Joseph Beuys co-founded the Free International University for Creativity and Interdisciplinary Research (FIU) in Düsseldorf in 1973. The FIU aimed to create a new platform for exchanging ideas among people with different expertise and cultivating creativity to shape a better society and future. Critically referencing Beuys’s original idea of the FIU, our lead associates endeavour to attune the topics of Eurasia, economy, ecology and education for discussions on contemporary urgencies with others across Eurasia.

 

Dominique Chen is attempting to invent artistic cartography over Eurasia by inviting visual artists, authors, scholars and critics to create mail art in a relay format. For the topic of economy, the Center for Reproductive Labor is revisiting Beuys’s exploration of the structure of economy and critically updating it by focusing on the issues of reproductive labour – how its devaluation is rooted in European colonialism and capitalism – and by creating a popular education platform about reproductive labour in collaboration with fellow activists and migrant workers.

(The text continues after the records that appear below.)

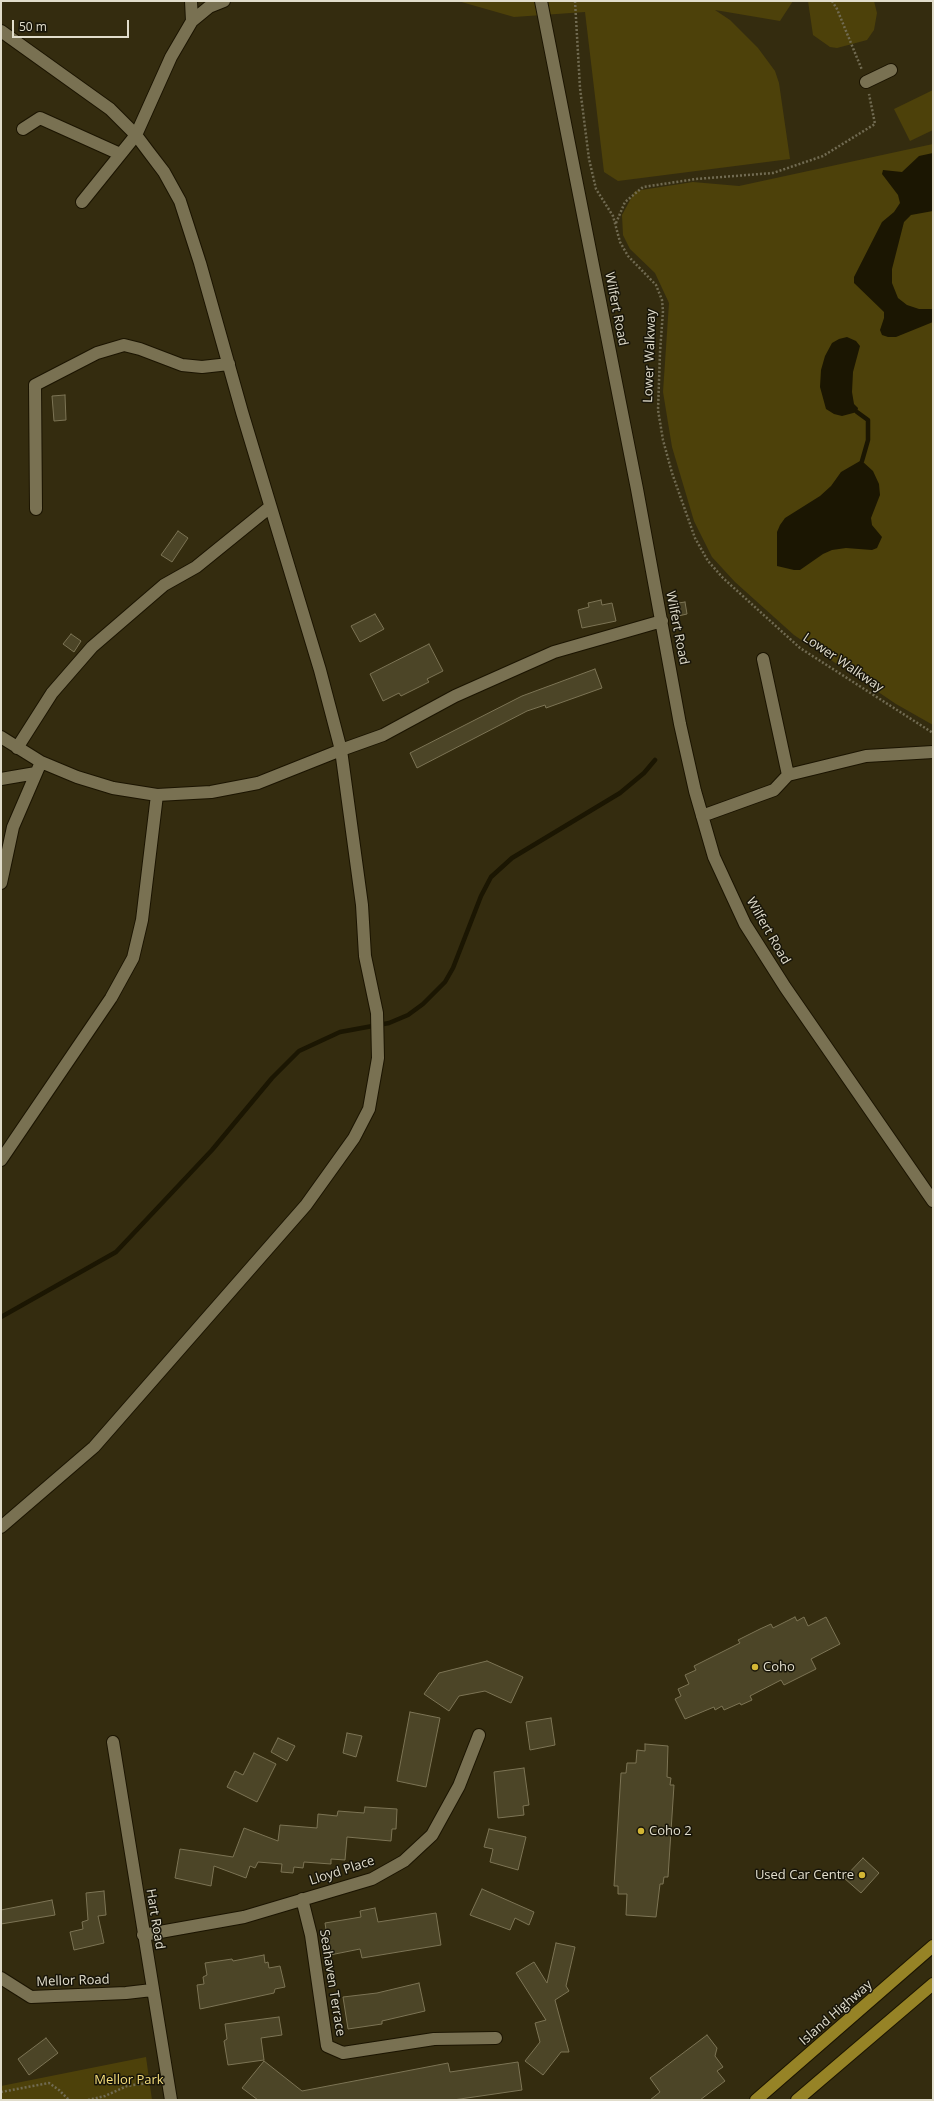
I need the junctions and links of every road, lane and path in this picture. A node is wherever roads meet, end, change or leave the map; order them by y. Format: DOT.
graph roads {
  1 [pos="191,1"];
  2 [pos="224,1"];
  3 [pos="541,1"];
  4 [pos="575,1"];
  5 [pos="832,1"];
  6 [pos="192,21"];
  7 [pos="1,31"];
  8 [pos="891,70"];
  9 [pos="866,82"];
  10 [pos="23,130"];
  11 [pos="136,135"];
  12 [pos="120,154"];
  13 [pos="82,202"];
  14 [pos="616,224"];
  15 [pos="229,364"];
  16 [pos="270,507"];
  17 [pos="36,509"];
  18 [pos="662,621"];
  19 [pos="763,660"];
  20 [pos="933,733"];
  21 [pos="1,738"];
  22 [pos="17,748"];
  23 [pos="341,750"];
  24 [pos="933,752"];
  25 [pos="39,768"];
  26 [pos="788,775"];
  27 [pos="1,779"];
  28 [pos="157,796"];
  29 [pos="702,816"];
  30 [pos="1,883"];
  31 [pos="1,1160"];
  32 [pos="933,1201"];
  33 [pos="1,1527"];
  34 [pos="479,1735"];
  35 [pos="113,1742"];
  36 [pos="302,1898"];
  37 [pos="143,1935"];
  38 [pos="933,1946"];
  39 [pos="1,1978"];
  40 [pos="933,1984"];
  41 [pos="152,1990"];
  42 [pos="496,2038"];
  43 [pos="168,2082"];
  44 [pos="1,2092"];
  45 [pos="69,2100"];
  46 [pos="88,2100"];
  47 [pos="170,2100"];
  48 [pos="756,2100"];
  49 [pos="797,2100"];
  1 -- 6 [label="street"];
  2 -- 6 [label="street"];
  3 -- 18 [label="street, Wilfert Road"];
  4 -- 14 [label="path, Lower Walkway"];
  5 -- 9 [label="path"];
  6 -- 11 [label="street"];
  7 -- 11 [label="street"];
  8 -- 9 [label="street"];
  9 -- 14 [label="path"];
  10 -- 12 [label="street"];
  11 -- 12 [label="street"];
  11 -- 15 [label="street"];
  12 -- 13 [label="street"];
  14 -- 20 [label="path, Lower Walkway"];
  15 -- 16 [label="street"];
  15 -- 17 [label="street"];
  16 -- 22 [label="street"];
  16 -- 23 [label="street"];
  18 -- 23 [label="street"];
  18 -- 29 [label="street, Wilfert Road"];
  19 -- 26 [label="street"];
  21 -- 22 [label="street"];
  22 -- 25 [label="street"];
  23 -- 28 [label="street"];
  23 -- 33 [label="street"];
  24 -- 26 [label="street"];
  25 -- 27 [label="street"];
  25 -- 28 [label="street"];
  25 -- 30 [label="street"];
  26 -- 29 [label="street"];
  28 -- 31 [label="street"];
  29 -- 32 [label="street, Wilfert Road"];
  34 -- 36 [label="street, Lloyd Place"];
  35 -- 37 [label="street, Hart Road"];
  36 -- 37 [label="street, Lloyd Place"];
  36 -- 42 [label="street, Seahaven Terrace"];
  37 -- 41 [label="street, Hart Road"];
  38 -- 48 [label="main road, Island Highway"];
  39 -- 41 [label="street, Mellor Road"];
  40 -- 49 [label="main road"];
  41 -- 43 [label="street, Hart Road"];
  43 -- 46 [label="path"];
  43 -- 47 [label="street, Hart Road"];
  44 -- 45 [label="path"];
}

Gulnara Kasmalieva and Muratbek Djumaliev from Kyrgyzstan are addressing the theme of ecology by organizing workshops with young artists and students to make an alternative art school in Issyk-Kul that incorporates the idea of “eco-vernacular buildings”, and sharing an online diary of their monthly happenings. For the theme of education, artist, educator and activist Taeyoon Choi and Jung-Yeon Ma, film and new media scholar are organizing an online summer school with participants from Japan, South Korea, Kyrgyzstan and Kazahkstan for learning about each other and unlearning their ideas about education in art. Their discussion will also be shared online as monthly essays.